Thursday, April 19, 2018

Day 18

This poem is a combination of the PAD prompt—to write a temptation poem—and today's NaPoWriMo prompt which was to write a poem structured as a line-by-line response to a previously written poem (preferably a poem with which you are unfamiliar.)  The poem I am responding to is found at the end of mine.



Recalling Paradise Lost

My father’s hidden secrets lived
to stretch the seams of our pockets, but
only heroes carry flags with deeper meaning.

I'm tempted to look, I know what’s there—
the words upon it writ in ancient Celtic script
would lead me to a blinding edge beyond the trail.

Impossible to find a map, retrace his steps,
to navigate a path between sharp blades,
the things I could not touch but only see.

I stand on hand-lathed legs
to view old memories.  Long forgotten are
the names of streets I wandered as a child.

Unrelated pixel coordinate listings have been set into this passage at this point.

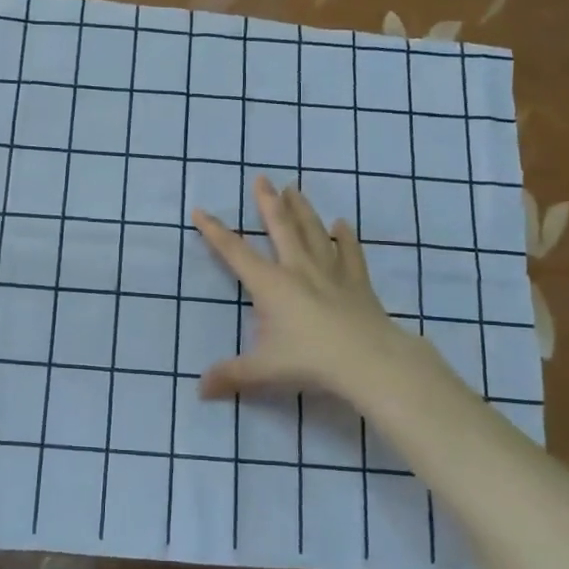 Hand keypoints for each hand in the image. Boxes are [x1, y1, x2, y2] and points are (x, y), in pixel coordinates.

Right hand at [193, 176, 445, 402]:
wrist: (369, 360)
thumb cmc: (310, 361)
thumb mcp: (263, 371)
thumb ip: (230, 376)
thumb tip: (199, 389)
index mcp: (270, 284)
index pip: (234, 252)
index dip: (215, 231)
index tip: (200, 210)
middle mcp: (298, 269)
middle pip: (280, 227)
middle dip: (267, 203)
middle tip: (261, 178)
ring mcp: (330, 272)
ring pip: (313, 232)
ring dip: (302, 209)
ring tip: (294, 189)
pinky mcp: (357, 282)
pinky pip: (350, 253)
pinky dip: (346, 238)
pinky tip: (343, 224) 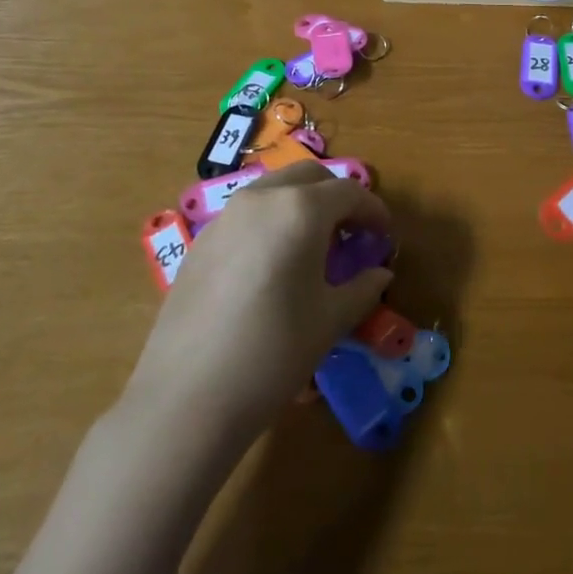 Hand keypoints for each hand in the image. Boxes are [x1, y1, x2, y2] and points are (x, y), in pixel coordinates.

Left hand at [128, 163, 392, 441]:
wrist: (187, 397)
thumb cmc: (274, 352)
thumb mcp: (330, 320)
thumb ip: (362, 288)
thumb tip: (378, 274)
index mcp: (300, 210)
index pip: (349, 192)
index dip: (374, 211)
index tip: (384, 236)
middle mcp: (261, 199)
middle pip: (309, 176)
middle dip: (336, 197)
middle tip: (351, 233)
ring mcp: (225, 217)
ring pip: (274, 190)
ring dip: (301, 204)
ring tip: (313, 247)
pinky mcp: (200, 242)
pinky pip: (246, 214)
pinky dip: (270, 222)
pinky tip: (272, 266)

It hurts to speak of what was—
imagined lives of family, where hope lets go
unless tethered to the frosted ground.

Like manic pigeons anxious to take flight,
they mound themselves prepared to leap
but none survive the splash, the sizzle of the fire.



Plane Truths
by Richard Osler

To plane a heart this fine to true.
Each piece peeled off into a curl so taut
it cannot be unfurled.

Wooden whorls, fisted shut, beyond bloom
as if each slice, thin as hand-pressed paper,
must turn back finally on itself.

How many times did I watch, wend
my way past band saw, table saw
cast-iron drill press, candle sticks

in the shapes of birds—dowel beaks
and birch wings—and rocking horses
made of pine, oak and ash,

to the armourer's bench worked with scars
and greet my father?  Only here distance
could slip off easily like the shavings

cut by the plane's bright blade and clench
up in drifts across the floor for me to sweep
and throw into the black pot-bellied stove.